• EXERCISE REQUIREMENTS
A word-for-word copy of the data is what's wanted, with no pictures.
-- EXTRACTED ENTRIES follows --
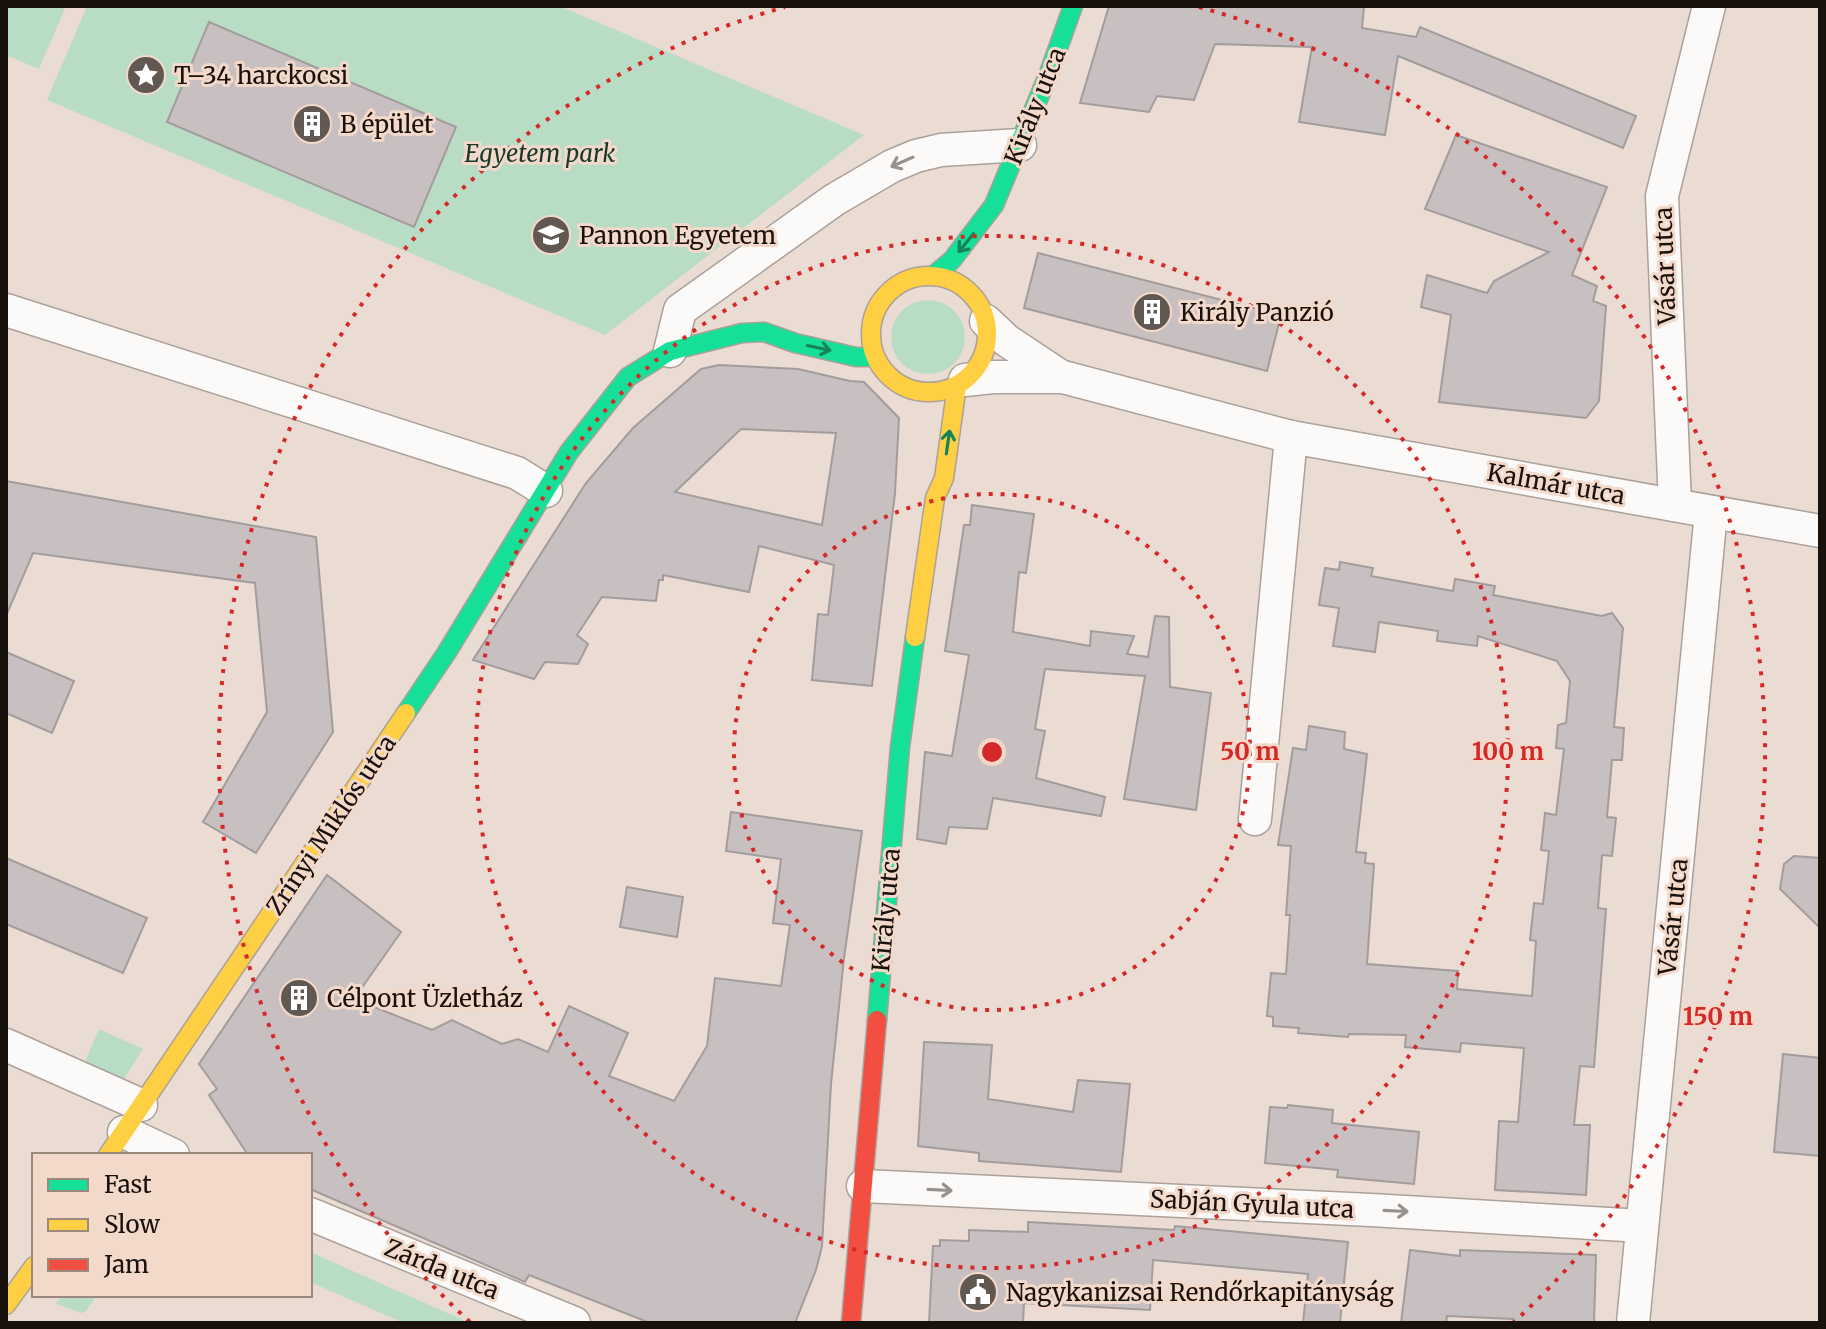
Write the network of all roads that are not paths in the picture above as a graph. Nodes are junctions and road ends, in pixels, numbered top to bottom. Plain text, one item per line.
1 (1073, 6) edge
2 (1706, 19) edge
3 (1020, 145) junction
4 (994, 205) junction
5 (991, 242) dead end
6 (982, 275) dead end
7 (933, 276) junction
8 (884, 298) junction
9 (6, 310) edge
10 (982, 313) junction
11 (850, 318) dead end
12 (789, 323) dead end
13 (764, 332) junction
14 (670, 351) junction
15 (875, 357) junction
16 (1063, 377) junction
17 (961, 383) junction
18 (899, 384) junction
19 (915, 411) dead end
20 (1291, 437) junction
21 (928, 452) dead end
22 (546, 491) junction
23 (935, 498) junction
24 (1675, 505) junction
25 (1711, 512) junction
26 (1820, 531) edge
27 (1255, 819) dead end
28 (6, 1045) edge
29 (124, 1131) edge
30 (169, 1153) edge
31 (863, 1186) junction
32 (312, 1215) edge
33 (1642, 1226) junction
34 (32, 1269) edge
35 (6, 1305) edge
36 (574, 1323) edge
37 (851, 1323) edge
38 (1633, 1323) edge

1 - 3 main road, Király utca
2 - 24 street, Vásár utca
3 - 4 main road, Király utca
3 -> 14 street
4 - 5 main road, Király utca
4 -> 7 main road, Király utca
6 - 10 main road
7 - 8 main road
7 - 10 main road
8 - 11 main road
8 - 15 main road
9 - 22 street
10 - 16 street, Kalmár utca
10 - 17 main road
12 - 13 main road, Zrínyi Miklós utca
13 - 14 main road, Zrínyi Miklós utca
13 -> 15 main road, Zrínyi Miklós utca
14 - 22 main road, Zrínyi Miklós utca
15 - 18 main road
16 - 17 street, Kalmár utca
16 - 20 street, Kalmár utca
17 - 18 main road
23 -> 17 main road, Király utca
18 - 19 main road
20 - 24 street, Kalmár utca
20 - 27 street
21 - 23 main road, Király utca
22 - 29 main road, Zrínyi Miklós utca
23 - 31 main road, Király utca
24 - 25 street, Kalmár utca
25 - 26 street, Kalmár utca
25 - 33 street, Vásár utca
28 - 29 street
29 - 30 street
31 -> 33 street, Sabján Gyula utca
31 - 37 main road, Király utca
32 - 36 street, Zárda utca
33 - 38 street, Vásár utca
34 - 35 main road

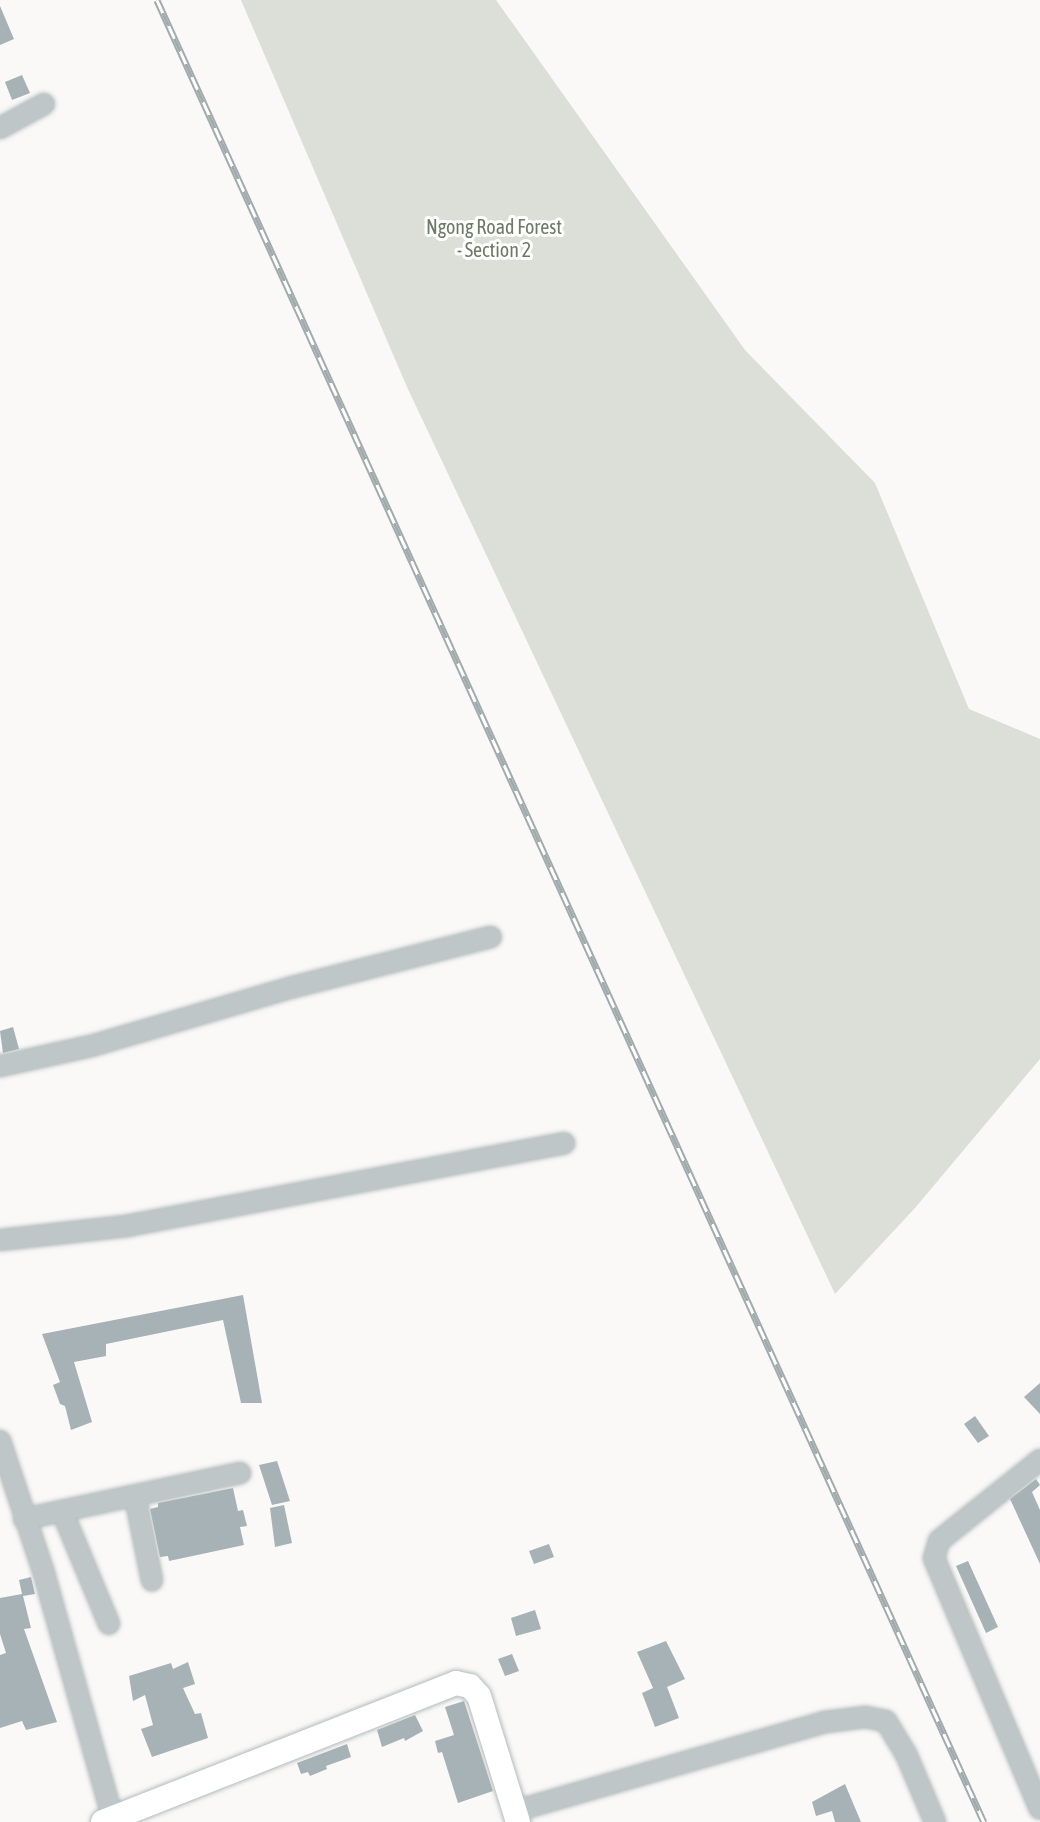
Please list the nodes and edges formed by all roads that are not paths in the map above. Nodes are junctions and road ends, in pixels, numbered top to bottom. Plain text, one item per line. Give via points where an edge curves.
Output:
1 (44, 104) dead end
2 (0, 128) edge
3 (491, 938) dead end
4 (0, 1066) edge
5 (564, 1143) dead end
6 (0, 1240) edge
7 (0, 1441) edge
8 (1040, 1460) edge
9 (240, 1473) dead end
10 (135, 1496) junction
11 (62, 1512) junction
12 (24, 1520) junction
13 (152, 1580) dead end
14 (109, 1624) dead end
15 (1040, 1809) edge
16 (517, 1817) edge
17 (110, 1820) edge
18 (935, 1822) edge

1 - 2 street
3 - 4 street via 293,987 91,1046
5 - 6 street via 126,1226
7 - 12 street
8 - 15 street via 939,1541 934,1558
9 - 10 street
10 - 11 street
10 - 13 street
11 - 12 street
11 - 14 street
12 - 17 street via 43,1570
16 - 17 main road via 479,1696 470,1686 456,1683
16 - 18 street via 825,1722 865,1717 886,1721 906,1754

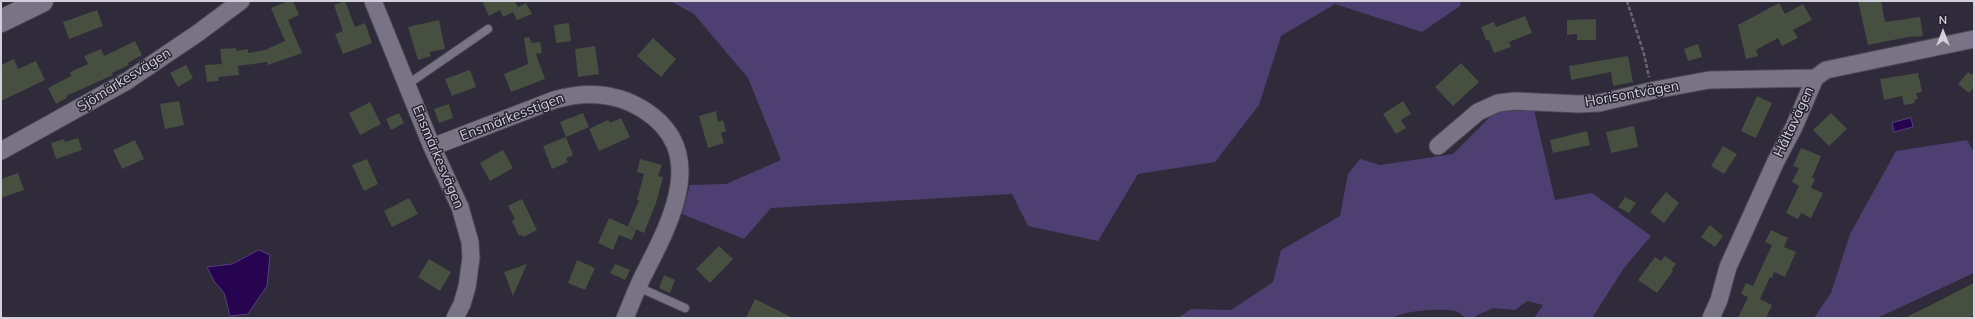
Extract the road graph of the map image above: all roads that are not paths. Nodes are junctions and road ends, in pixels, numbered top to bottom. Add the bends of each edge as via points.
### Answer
1 (42, 1) edge
2 (240, 1) edge
3 (374, 1) edge
4 (1, 20) edge
5 (488, 29) dead end
6 (1974, 39) edge
7 (1815, 78) junction
8 (408, 84) junction
9 (1438, 146) dead end
10 (432, 147) junction
11 (1, 151) edge
12 (638, 287) junction
13 (685, 308) dead end
14 (455, 318) edge
15 (625, 318) edge
16 (1711, 318) edge

1 - 4 street
2 - 11 street, Sjömärkesvägen via 127,81
3 - 8 street, Ensmärkesvägen
5 - 8 lane
6 - 7 street, Håltavägen via 1826,70
7 - 9 street, Horisontvägen via 1709,80 1599,103 1498,103 1478,112
7 - 16 street, Håltavägen via 1728,267
8 - 10 street, Ensmärkesvägen
10 - 12 street, Ensmärkesstigen via 574,94 603,94 625,99 645,110 672,136 680,172 672,215
10 - 14 street, Ensmärkesvägen via 460,207 470,242 471,258 467,287
12 - 13 lane
12 - 15 street, Ensmärkesstigen

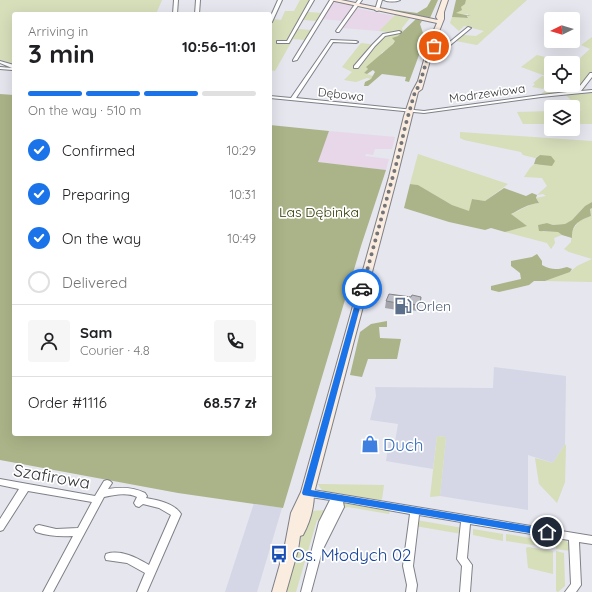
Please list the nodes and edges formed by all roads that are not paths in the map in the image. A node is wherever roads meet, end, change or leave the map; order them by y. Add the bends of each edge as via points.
1 (176, 0) edge
2 (198, 0) edge
3 (280, 0) edge
4 (312, 0) edge
5 (332, 0) edge
6 (380, 0) edge
7 (386, 0) edge
8 (398, 0) edge
9 (445, 0) edge
10 (359, 3) edge
11 (377, 10) junction
12 (175, 12) edge
13 (197, 12) edge
14 (272, 18) edge
15 (438, 22) junction
16 (468, 28) dead end
17 (338, 31) dead end
18 (399, 32) dead end
19 (278, 42) dead end
20 (356, 42) dead end
21 (431, 46) junction
22 (295, 60) dead end
23 (0, 62) edge
24 (12, 67) edge
25 (356, 67) dead end
26 (0, 68) edge
27 (12, 68) edge
28 (592, 74) edge
29 (592, 92) edge
30 (577, 93) junction
31 (272, 98) edge
32 (292, 100) junction
33 (411, 111) junction
34 (0, 482) edge
35 (108, 483) dead end
36 (26, 487) junction
37 (306, 493) junction
38 (100, 497) junction
39 (337, 498) junction
40 (416, 511) junction
41 (466, 519) junction
42 (0, 527) edge
43 (39, 529) dead end
44 (81, 532) junction
45 (574, 537) junction
46 (592, 540) edge
47 (110, 557) dead end
48 (151, 571) junction
49 (48, 592) edge
50 (142, 592) edge
51 (279, 592) edge
52 (306, 592) edge
53 (411, 592) edge
54 (465, 592) edge
55 (570, 592) edge

1 - 12 street
2 - 13 street
3 - 14 street
4 - 19 street via 288,42
5 - 10 main road
5 - 22 street
6 - 11 street
7 - 8 street
9 - 15 main road
10 - 11 main road
10 - 17 street
11 - 15 main road
15 - 21 main road
16 - 21 street via 447,46
18 - 25 street via 384,35
20 - 32 street via 332,41
21 - 33 main road
23 - 24 street
26 - 27 street
28 - 30 street
29 - 30 street, Modrzewiowa
30 - 33 street, Modrzewiowa via 424,112
31 - 32 street, Dębowa
32 - 33 street, Dębowa
33 - 37 main road via 407,134
34 - 36 street, Szafirowa
35 - 38 street
36 - 38 street, Szafirowa
36 - 42 street
37 - 39 street
37 - 51 main road via 308,501 305,515 291,549
38 - 44 street
38 - 48 street, Szafirowa via 115,492 136,493 142,496 140,502 155,503 176,514
39 - 40 street
39 - 52 street via 339,507 318,548
40 - 41 street
40 - 53 street via 408,566
41 - 45 street
41 - 54 street via 462,559 467,565
43 - 44 street
44 - 49 street
45 - 46 street
45 - 55 street via 576,585
47 - 48 street via 129,558
48 - 50 street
-- EXTRACTED ENTRIES concluded --
• PROBLEM SOLUTION
Write the network of all roads that are not paths in the picture above as a graph. Nodes are junctions and road ends, in pixels, numbered top to bottom. Plain text, one item per line.
1 (1073, 6) edge
2 (1706, 19) edge
3 (1020, 145) junction
4 (994, 205) junction
5 (991, 242) dead end
6 (982, 275) dead end
7 (933, 276) junction
8 (884, 298) junction
9 (6, 310) edge
10 (982, 313) junction
11 (850, 318) dead end
12 (789, 323) dead end
13 (764, 332) junction
14 (670, 351) junction
15 (875, 357) junction
16 (1063, 377) junction
17 (961, 383) junction
18 (899, 384) junction
19 (915, 411) dead end
20 (1291, 437) junction
21 (928, 452) dead end
22 (546, 491) junction
23 (935, 498) junction
24 (1675, 505) junction
25 (1711, 512) junction
26 (1820, 531) edge
27 (1255, 819) dead end
28 (6, 1045) edge
29 (124, 1131) edge
30 (169, 1153) edge
31 (863, 1186) junction
32 (312, 1215) edge
33 (1642, 1226) junction
34 (32, 1269) edge
35 (6, 1305) edge
36 (574, 1323) edge
37 (851, 1323) edge
38 (1633, 1323) edge

1 - 3 main road, Király utca
2 - 24 street, Vásár utca
3 - 4 main road, Király utca
3 -> 14 street
4 - 5 main road, Király utca
4 -> 7 main road, Király utca
6 - 10 main road
7 - 8 main road
7 - 10 main road
8 - 11 main road
8 - 15 main road
9 - 22 street
10 - 16 street, Kalmár utca
10 - 17 main road
12 - 13 main road, Zrínyi Miklós utca
13 - 14 main road, Zrínyi Miklós utca
13 -> 15 main road, Zrínyi Miklós utca
14 - 22 main road, Zrínyi Miklós utca
15 - 18 main road
16 - 17 street, Kalmár utca
16 - 20 street, Kalmár utca
17 - 18 main road
23 -> 17 main road, Király utca
18 - 19 main road
20 - 24 street, Kalmár utca
20 - 27 street
21 - 23 main road, Király utca
22 - 29 main road, Zrínyi Miklós utca
23 - 31 main road, Király utca
24 - 25 street, Kalmár utca
25 - 26 street, Kalmár utca
25 - 33 street, Vásár utca
28 - 29 street
29 - 30 street
31 -> 33 street, Sabján Gyula utca
31 - 37 main road, Király utca
32 - 36 street, Zárda utca
33 - 38 street, Vásár utca
34 - 35 main road

Please list the nodes and edges formed by all roads that are not paths in the map above. Nodes are junctions and road ends, in pixels, numbered top to bottom. Plain text, one item per line. Give via points where an edge curves.
Output:
1 (44, 104) dead end
2 (0, 128) edge
3 (491, 938) dead end
4 (0, 1066) edge
5 (564, 1143) dead end
6 (0, 1240) edge
7 (0, 1441) edge
8 (1040, 1460) edge
9 (240, 1473) dead end
10 (135, 1496) junction
11 (62, 1512) junction
12 (24, 1520) junction
13 (152, 1580) dead end
14 (109, 1624) dead end
15 (1040, 1809) edge
16 (517, 1817) edge
17 (110, 1820) edge
18 (935, 1822) edge

1 - 2 street
3 - 4 street via 293,987 91,1046
5 - 6 street via 126,1226
7 - 12 street
8 - 15 street via 939,1541 934,1558
9 - 10 street
10 - 11 street
10 - 13 street
11 - 12 street
11 - 14 street
12 - 17 street via 43,1570
16 - 17 main road via 479,1696 470,1686 456,1683
16 - 18 street via 825,1722 865,1717 886,1721 906,1754

Extract the road graph of the map image above: all roads that are not paths. Nodes are junctions and road ends, in pixels, numbered top to bottom. Add the bends of each edge as via points.
### Answer
1 (42, 1) edge
2 (240, 1) edge
3 (374, 1) edge
4 (1, 20) edge
5 (488, 29) dead end
6 (1974, 39) edge
7 (1815, 78) junction
8 (408, 84) junction
9 (1438, 146) dead end
10 (432, 147) junction
11 (1, 151) edge
12 (638, 287) junction
13 (685, 308) dead end
14 (455, 318) edge
15 (625, 318) edge
16 (1711, 318) edge

1 - 4 street
2 - 11 street, Sjömärkesvägen via 127,81
3 - 8 street, Ensmärkesvägen
5 - 8 lane
6 - 7 street, Håltavägen via 1826,70
7 - 9 street, Horisontvägen via 1709,80 1599,103 1498,103 1478,112
7 - 16 street, Håltavägen via 1728,267
8 - 10 street, Ensmärkesvägen
10 - 12 street, Ensmärkesstigen via 574,94 603,94 625,99 645,110 672,136 680,172 672,215
10 - 14 street, Ensmärkesvägen via 460,207 470,242 471,258 467,287
12 - 13 lane
12 - 15 street, Ensmärkesstigen

Please list the nodes and edges formed by all roads that are not paths in the map in the image. A node is wherever roads meet, end, change or leave the map; order them by y. Add the bends of each edge as via points.
1 (176, 0) edge
2 (198, 0) edge
3 (280, 0) edge
4 (312, 0) edge
5 (332, 0) edge
6 (380, 0) edge
7 (386, 0) edge
8 (398, 0) edge
9 (445, 0) edge
10 (359, 3) edge
11 (377, 10) junction
12 (175, 12) edge
13 (197, 12) edge
14 (272, 18) edge
15 (438, 22) junction
16 (468, 28) dead end
17 (338, 31) dead end
18 (399, 32) dead end
19 (278, 42) dead end
20 (356, 42) dead end
21 (431, 46) junction
22 (295, 60) dead end
23 (0, 62) edge
24 (12, 67) edge
25 (356, 67) dead end
26 (0, 68) edge
27 (12, 68) edge
28 (592, 74) edge
29 (592, 92) edge
30 (577, 93) junction
31 (272, 98) edge
32 (292, 100) junction
33 (411, 111) junction
34 (0, 482) edge
35 (108, 483) dead end
36 (26, 487) junction
37 (306, 493) junction
38 (100, 497) junction
39 (337, 498) junction
40 (416, 511) junction
41 (466, 519) junction
42 (0, 527) edge
43 (39, 529) dead end
44 (81, 532) junction
45 (574, 537) junction
46 (592, 540) edge
47 (110, 557) dead end
48 (151, 571) junction
49 (48, 592) edge
50 (142, 592) edge
51 (279, 592) edge
52 (306, 592) edge
53 (411, 592) edge
54 (465, 592) edge
55 (570, 592) edge

1 - 12 street
2 - 13 street
3 - 14 street
4 - 19 street via 288,42
5 - 10 main road
5 - 22 street
6 - 11 street
7 - 8 street
9 - 15 main road
10 - 11 main road
10 - 17 street
11 - 15 main road
15 - 21 main road
16 - 21 street via 447,46
18 - 25 street via 384,35
20 - 32 street via 332,41
21 - 33 main road
23 - 24 street
26 - 27 street
28 - 30 street
29 - 30 street, Modrzewiowa
30 - 33 street, Modrzewiowa via 424,112
31 - 32 street, Dębowa
32 - 33 street, Dębowa
33 - 37 main road via 407,134
34 - 36 street, Szafirowa
35 - 38 street
36 - 38 street, Szafirowa
36 - 42 street
37 - 39 street
37 - 51 main road via 308,501 305,515 291,549
38 - 44 street
38 - 48 street, Szafirowa via 115,492 136,493 142,496 140,502 155,503 176,514
39 - 40 street
39 - 52 street via 339,507 318,548
40 - 41 street
40 - 53 street via 408,566
41 - 45 street
41 - 54 street via 462,559 467,565
43 - 44 street
44 - 49 street
45 - 46 street
45 - 55 street via 576,585
47 - 48 street via 129,558
48 - 50 street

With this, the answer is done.